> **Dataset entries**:
+++
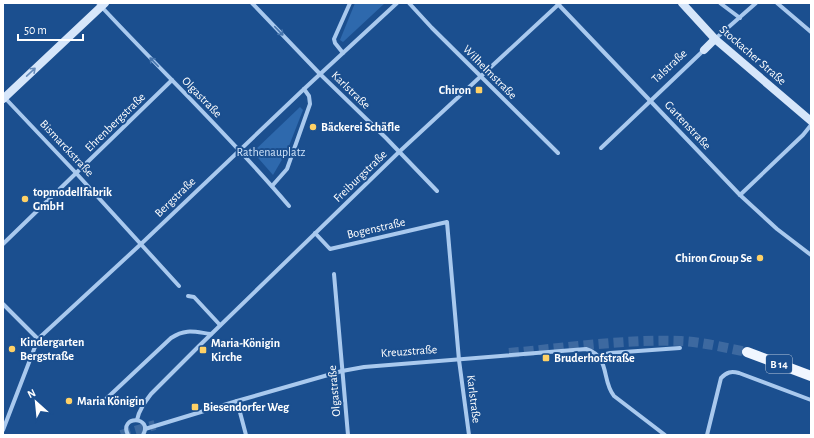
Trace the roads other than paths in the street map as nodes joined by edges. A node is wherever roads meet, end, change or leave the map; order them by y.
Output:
1 (252, 3) edge
2 (350, 3) edge
3 (398, 3) edge
4 (409, 3) edge
5 (682, 3) edge
6 (720, 3) edge
7 (756, 3) edge
8 (777, 3) edge
9 (101, 4) edge
10 (559, 4) edge
11 (740, 18) junction
12 (811, 32) edge
13 (715, 39) junction
14 (704, 50) joint
15 (344, 53) junction
16 (320, 74) junction
17 (481, 77) junction
18 (172, 80) junction
19 (304, 89) junction
20 (4, 98) edge
21 (651, 100) junction
22 (811, 121) edge
23 (811, 125) edge
24 (601, 148) dead end
25 (239, 150) junction
26 (399, 152) junction
27 (558, 153) dead end
28 (76, 173) junction
29 (272, 186) junction
30 (437, 191) dead end
31 (740, 195) junction
32 (289, 206) dead end
33 (447, 222) joint
34 (315, 233) junction
35 (3, 244) edge
36 (141, 244) junction
37 (811, 255) edge
38 (334, 274) dead end
39 (180, 286) dead end
40 (188, 296) dead end
41 (3, 304) edge
42 (220, 325) junction
43 (211, 334) junction
44 (38, 339) junction
45 (680, 348) dead end
46 (747, 352) tunnel mouth
47 (599, 356) junction
48 (459, 360) junction
49 (342, 371) junction
50 (811, 376) edge
51 (106, 399) dead end
52 (811, 400) edge
53 (237, 401) junction
54 (137, 420) junction
55 (146, 429) junction
56 (3, 430) edge
57 (128, 434) edge
58 (121, 435) edge
59 (144, 435) edge
60 (246, 435) edge
61 (348, 435) edge
62 (469, 435) edge
63 (665, 435) edge
64 (707, 435) edge

1 -> 16 street, Karlstraße
2 - 15 street
3 - 15 street, Bergstraße
4 - 17 street, Wilhelmstraße
5 - 13 street, Stockacher Straße
6 - 11 street, Stockacher Straße
7 - 11 street, Talstraße
8 - 12 street
18 -> 9 street, Olgastraße
20 -> 9 street
10 - 17 street, Freiburgstraße
10 - 21 street, Gartenstraße
11 - 13 street, Talstraße
13 - 14 street, Talstraße
13 - 22 street, Stockacher Straße
14 - 21 street, Talstraße
15 - 16 street, Bergstraße
16 - 19 street, Bergstraße
16 - 26 street, Karlstraße
17 - 26 street, Freiburgstraße
17 - 27 street, Wilhelmstraße
18 - 25 street, Olgastraße
18 - 28 street, Ehrenbergstraße
19 - 25 street, Bergstraße
19 - 29 street
20 - 28 street, Bismarckstraße
21 - 24 street, Talstraße
21 - 31 street, Gartenstraße
23 - 31 street
25 - 29 street, Olgastraße
25 - 36 street, Bergstraße
26 - 30 street, Karlstraße
26 - 34 street, Freiburgstraße
28 - 35 street, Ehrenbergstraße
28 - 36 street, Bismarckstraße
29 - 32 street, Olgastraße
31 - 37 street, Gartenstraße
33 - 34 street, Bogenstraße
33 - 48 street, Karlstraße
34 - 42 street, Freiburgstraße
36 - 39 street, Bismarckstraße
36 - 44 street, Bergstraße
38 - 49 street, Olgastraße
40 - 42 street
41 - 44 street
42 - 43 street, Freiburgstraße
43 - 51 street
43 - 54 street, Freiburgstraße
44 - 56 street, Bergstraße
45 - 47 street
46 - 50 main road, B 14
47 - 48 street, Kreuzstraße
47 - 63 street
48 - 49 street, Kreuzstraße
48 - 62 street, Karlstraße
49 - 53 street, Kreuzstraße
49 - 61 street, Olgastraße
52 - 64 street
53 - 55 street, Kreuzstraße
53 - 60 street
54 - 55 street
54 - 57 street, Freiburgstraße
55 - 59 street
57 - 58 street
+++
> **Action item**: Set the data above down again exactly as given, with no pictures.

> **Answer to this exercise**:
Trace the roads other than paths in the street map as nodes joined by edges. A node is wherever roads meet, end, change or leave the map; order them by y.
Output:
1 (252, 3) edge
2 (350, 3) edge
3 (398, 3) edge
4 (409, 3) edge
5 (682, 3) edge
6 (720, 3) edge
7 (756, 3) edge
8 (777, 3) edge
9 (101, 4) edge
10 (559, 4) edge
11 (740, 18) junction
12 (811, 32) edge
13 (715, 39) junction
14 (704, 50) joint
15 (344, 53) junction
16 (320, 74) junction
17 (481, 77) junction
18 (172, 80) junction
19 (304, 89) junction
20 (4, 98) edge
21 (651, 100) junction
22 (811, 121) edge
23 (811, 125) edge
24 (601, 148) dead end
25 (239, 150) junction
26 (399, 152) junction
27 (558, 153) dead end
28 (76, 173) junction
29 (272, 186) junction
30 (437, 191) dead end
31 (740, 195) junction
32 (289, 206) dead end
33 (447, 222) joint
34 (315, 233) junction
35 (3, 244) edge
36 (141, 244) junction
37 (811, 255) edge
38 (334, 274) dead end
39 (180, 286) dead end
40 (188, 296) dead end
41 (3, 304) edge
42 (220, 325) junction
43 (211, 334) junction
44 (38, 339) junction
45 (680, 348) dead end
46 (747, 352) tunnel mouth
47 (599, 356) junction
48 (459, 360) junction
49 (342, 371) junction
50 (811, 376) edge
51 (106, 399) dead end
52 (811, 400) edge
53 (237, 401) junction
54 (137, 420) junction
55 (146, 429) junction
56 (3, 430) edge
57 (128, 434) edge
58 (121, 435) edge
59 (144, 435) edge
60 (246, 435) edge
61 (348, 435) edge
62 (469, 435) edge
63 (665, 435) edge
64 (707, 435) edge

1 -> 16 street, Karlstraße
2 - 15 street
3 - 15 street, Bergstraße
4 - 17 street, Wilhelmstraße
5 - 13 street, Stockacher Straße
6 - 11 street, Stockacher Straße
7 - 11 street, Talstraße
8 - 12 street
18 -> 9 street, Olgastraße
20 -> 9 street
10 - 17 street, Freiburgstraße
10 - 21 street, Gartenstraße
11 - 13 street, Talstraße
13 - 14 street, Talstraße
13 - 22 street, Stockacher Straße
14 - 21 street, Talstraße
15 - 16 street, Bergstraße
16 - 19 street, Bergstraße
16 - 26 street, Karlstraße
17 - 26 street, Freiburgstraße
17 - 27 street, Wilhelmstraße
18 - 25 street, Olgastraße
18 - 28 street, Ehrenbergstraße
19 - 25 street, Bergstraße
19 - 29 street
20 - 28 street, Bismarckstraße
21 - 24 street, Talstraße
21 - 31 street, Gartenstraße
23 - 31 street
25 - 29 street, Olgastraße
25 - 36 street, Bergstraße
26 - 30 street, Karlstraße
26 - 34 street, Freiburgstraße
28 - 35 street, Ehrenbergstraße
28 - 36 street, Bismarckstraße
29 - 32 street, Olgastraße
31 - 37 street, Gartenstraße
33 - 34 street, Bogenstraße
33 - 48 street, Karlstraße
34 - 42 street, Freiburgstraße
36 - 39 street, Bismarckstraße
36 - 44 street, Bergstraße
38 - 49 street, Olgastraße
40 - 42 street
41 - 44 street
42 - 43 street, Freiburgstraße
43 - 51 street
43 - 54 street, Freiburgstraße
44 - 56 street, Bergstraße
45 - 47 street
46 - 50 main road, B 14
47 - 48 street, Kreuzstraße
47 - 63 street
48 - 49 street, Kreuzstraße
48 - 62 street, Karlstraße
49 - 53 street, Kreuzstraße
49 - 61 street, Olgastraße
52 - 64 street
53 - 55 street, Kreuzstraße
53 - 60 street
54 - 55 street
54 - 57 street, Freiburgstraße
55 - 59 street
57 - 58 street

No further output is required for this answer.